_Activity:_ Pictures in the records below must be left out. Return exactly the lines from the line with "middle dip: (837, 825)" to the line with "ring dip: (269, 245)", both included.

[Images with keypoint coordinates]
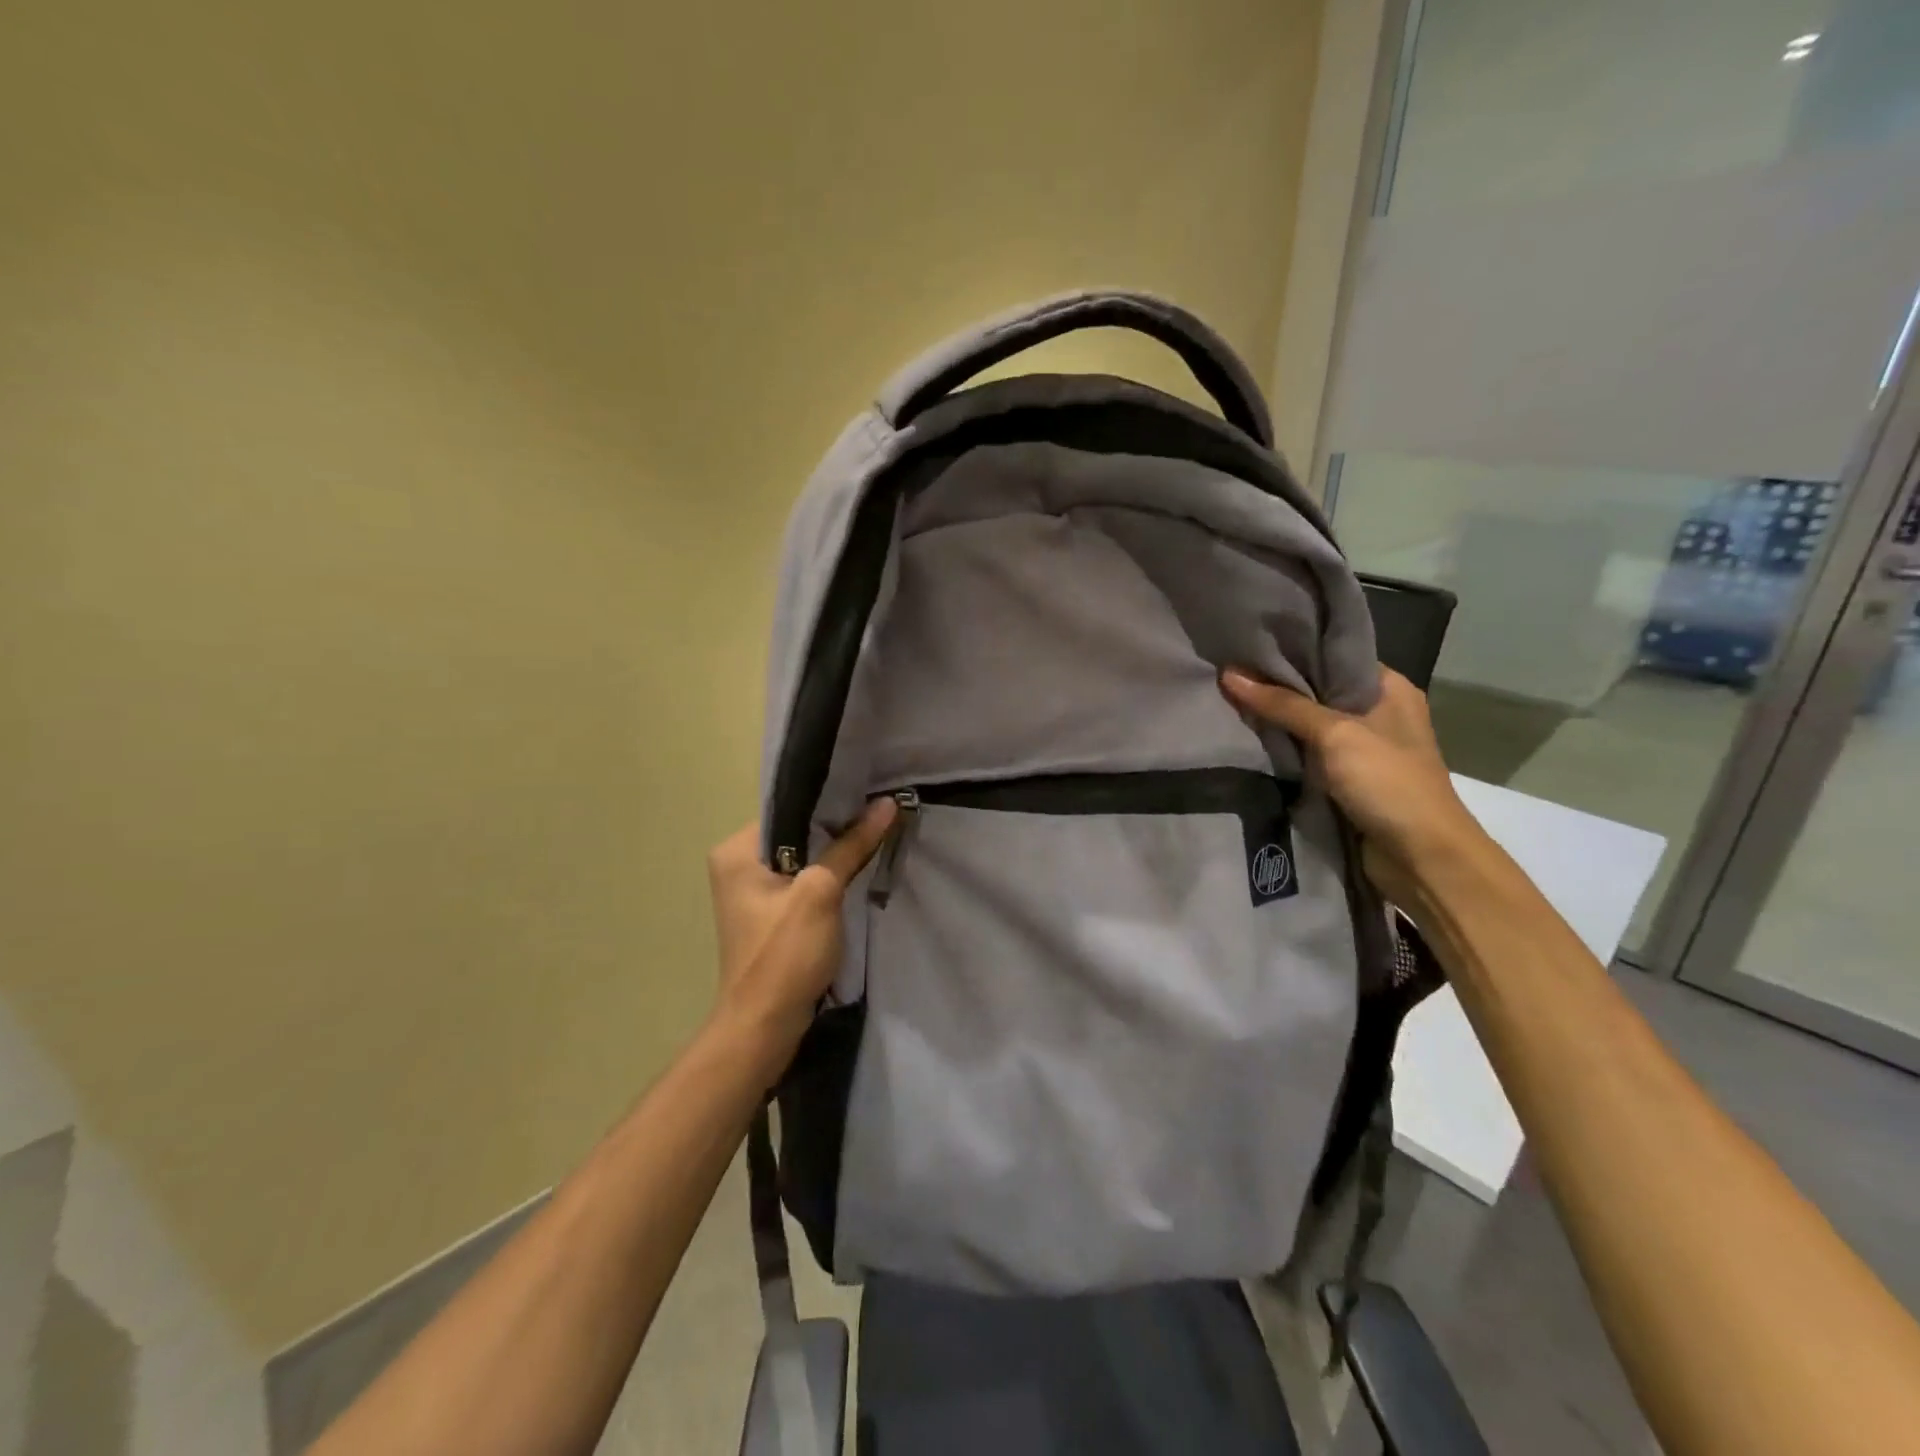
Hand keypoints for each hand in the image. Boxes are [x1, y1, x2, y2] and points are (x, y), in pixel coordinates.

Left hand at [705, 799, 897, 1079]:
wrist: (764, 1027)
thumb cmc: (784, 954)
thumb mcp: (822, 892)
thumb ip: (852, 845)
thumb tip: (887, 804)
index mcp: (737, 851)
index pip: (788, 807)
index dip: (830, 800)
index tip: (869, 792)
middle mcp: (738, 864)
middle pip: (796, 831)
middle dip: (837, 825)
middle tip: (879, 809)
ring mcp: (752, 891)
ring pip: (803, 857)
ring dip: (836, 852)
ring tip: (876, 831)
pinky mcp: (769, 914)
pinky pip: (803, 880)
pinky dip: (829, 876)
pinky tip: (859, 867)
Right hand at [1220, 665, 1488, 905]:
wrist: (1422, 858)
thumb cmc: (1388, 783)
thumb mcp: (1335, 734)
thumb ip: (1283, 705)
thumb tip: (1229, 674)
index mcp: (1389, 689)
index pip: (1334, 656)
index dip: (1293, 651)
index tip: (1248, 645)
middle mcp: (1378, 713)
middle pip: (1317, 691)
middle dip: (1276, 688)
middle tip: (1228, 674)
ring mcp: (1363, 750)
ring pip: (1309, 726)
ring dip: (1276, 722)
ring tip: (1227, 703)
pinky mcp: (1348, 781)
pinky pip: (1307, 757)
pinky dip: (1283, 752)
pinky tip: (1248, 742)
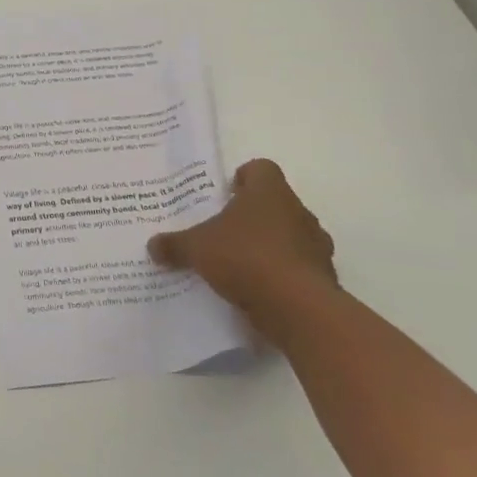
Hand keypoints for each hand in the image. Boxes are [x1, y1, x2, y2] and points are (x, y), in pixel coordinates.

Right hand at [148, 159, 336, 337]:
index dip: (243, 177)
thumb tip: (152, 245)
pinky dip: (280, 273)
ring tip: (239, 262)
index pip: (261, 169)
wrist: (298, 308)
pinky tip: (256, 288)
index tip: (225, 194)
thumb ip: (174, 244)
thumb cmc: (245, 258)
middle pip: (274, 203)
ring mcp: (316, 245)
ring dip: (269, 245)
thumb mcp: (196, 248)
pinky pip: (297, 267)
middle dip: (251, 215)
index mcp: (269, 192)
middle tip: (224, 230)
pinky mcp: (323, 277)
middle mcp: (298, 211)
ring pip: (289, 235)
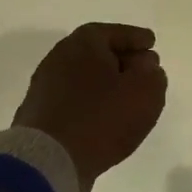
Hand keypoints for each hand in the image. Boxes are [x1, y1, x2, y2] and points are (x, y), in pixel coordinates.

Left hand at [13, 23, 167, 191]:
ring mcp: (44, 87)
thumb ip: (152, 74)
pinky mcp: (39, 114)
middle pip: (96, 53)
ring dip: (105, 84)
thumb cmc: (102, 118)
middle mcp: (59, 58)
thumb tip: (144, 66)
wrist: (50, 159)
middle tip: (143, 70)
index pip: (115, 32)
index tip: (151, 43)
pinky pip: (73, 100)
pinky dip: (91, 103)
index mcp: (83, 43)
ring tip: (125, 98)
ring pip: (84, 78)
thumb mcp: (144, 92)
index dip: (136, 38)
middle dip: (121, 59)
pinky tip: (103, 118)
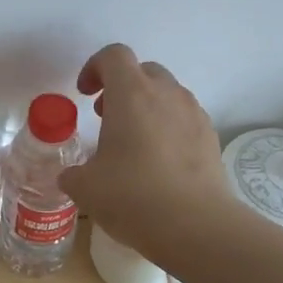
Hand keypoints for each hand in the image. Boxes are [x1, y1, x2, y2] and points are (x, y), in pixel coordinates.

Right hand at [58, 44, 228, 257]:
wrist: (197, 226)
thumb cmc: (133, 196)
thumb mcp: (86, 187)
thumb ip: (73, 173)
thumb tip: (71, 176)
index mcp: (131, 94)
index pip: (114, 56)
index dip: (94, 68)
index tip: (84, 94)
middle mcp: (166, 94)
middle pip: (144, 70)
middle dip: (122, 87)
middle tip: (106, 117)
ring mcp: (194, 114)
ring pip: (168, 94)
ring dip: (147, 107)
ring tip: (132, 143)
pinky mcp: (211, 138)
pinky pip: (185, 119)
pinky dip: (168, 128)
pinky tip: (159, 163)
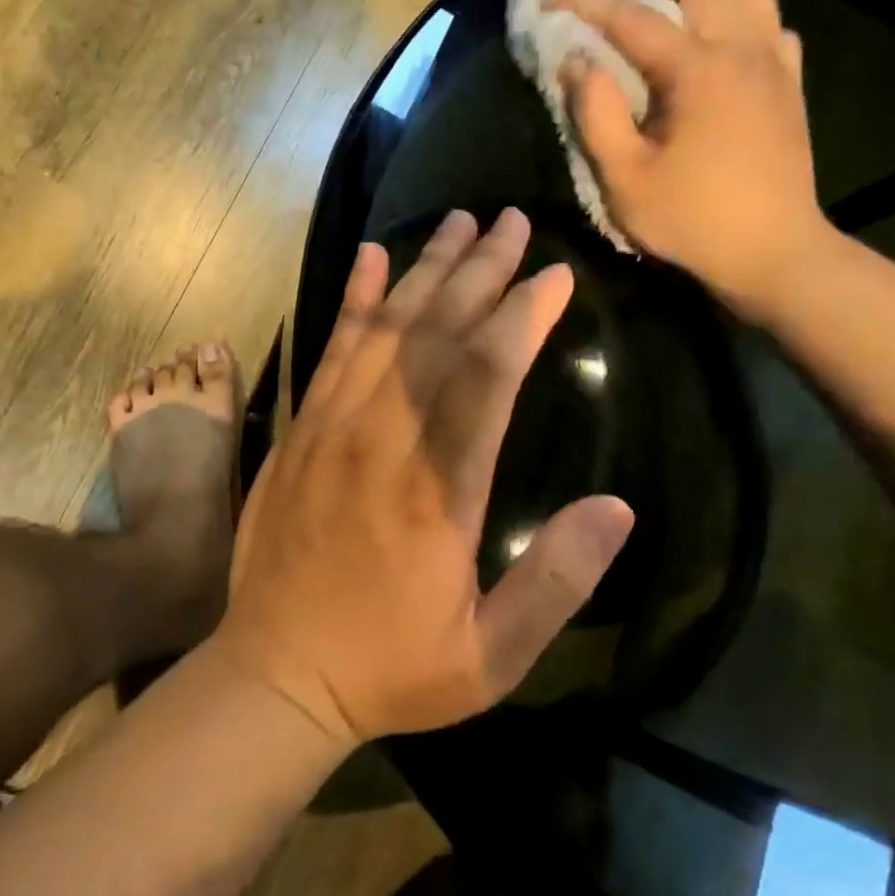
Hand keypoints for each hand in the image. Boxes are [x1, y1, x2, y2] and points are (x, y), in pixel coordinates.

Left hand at [213, 208, 635, 746]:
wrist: (276, 675)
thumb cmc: (391, 669)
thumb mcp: (491, 657)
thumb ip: (556, 582)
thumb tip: (618, 508)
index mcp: (438, 491)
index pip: (488, 378)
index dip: (523, 318)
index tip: (555, 275)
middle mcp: (384, 442)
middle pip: (438, 335)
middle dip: (481, 271)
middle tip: (513, 220)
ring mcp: (333, 430)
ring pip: (386, 329)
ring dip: (426, 270)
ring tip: (459, 220)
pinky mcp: (301, 432)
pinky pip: (330, 350)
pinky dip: (353, 300)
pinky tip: (371, 258)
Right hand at [550, 0, 831, 320]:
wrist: (773, 253)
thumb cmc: (693, 221)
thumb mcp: (626, 179)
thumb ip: (596, 115)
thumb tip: (577, 63)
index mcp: (698, 69)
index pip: (633, 16)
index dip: (587, 3)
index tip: (552, 1)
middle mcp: (743, 48)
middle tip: (613, 2)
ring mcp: (774, 62)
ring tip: (666, 14)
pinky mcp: (790, 83)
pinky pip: (768, 21)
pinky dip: (736, 16)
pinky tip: (714, 47)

_Solution to this task:_
middle dip: (837, 825)
middle tip: (879, 809)
ring mcp: (752, 891)
ring pip: (803, 857)
ring dip: (836, 852)
ring tip: (876, 831)
pinky mcp: (769, 914)
pinky pip: (803, 880)
pinky dip: (829, 876)
pinky tip: (859, 867)
Right hand at [1220, 665, 1488, 905]:
wrist: (1422, 858)
thumb cmc: (1388, 783)
thumb mcp: (1335, 734)
thumb ip: (1283, 705)
thumb tip: (1229, 674)
index mcp: (1389, 689)
index pip: (1334, 656)
index dip: (1293, 651)
index tip: (1248, 645)
middle mcp: (1378, 713)
middle pip: (1317, 691)
middle dip: (1276, 688)
middle tip: (1228, 674)
ring mcp: (1363, 750)
ring pip: (1309, 726)
ring dip: (1276, 722)
ring tip: (1227, 703)
pinky mcp: (1348, 781)
pinky pip: (1307, 757)
pinky dip: (1283, 752)
pinky tip: (1248, 742)
Hand keypoints for each hand in the image. Boxes are [x1, y1, x2, y2] and points are (x, y), in pixel coordinates.

Right hand at [148, 159, 336, 337]:
index dip: (243, 177)
thumb tip: (152, 245)
pinky dip: (280, 273)
ring tip: (239, 262)
index pip: (261, 169)
wrist: (298, 308)
pinky tip: (256, 288)
index tip: (225, 194)
thumb ip: (174, 244)
thumb cmc: (245, 258)
middle pip: (274, 203)
ring mcp: (316, 245)
ring dip: (269, 245)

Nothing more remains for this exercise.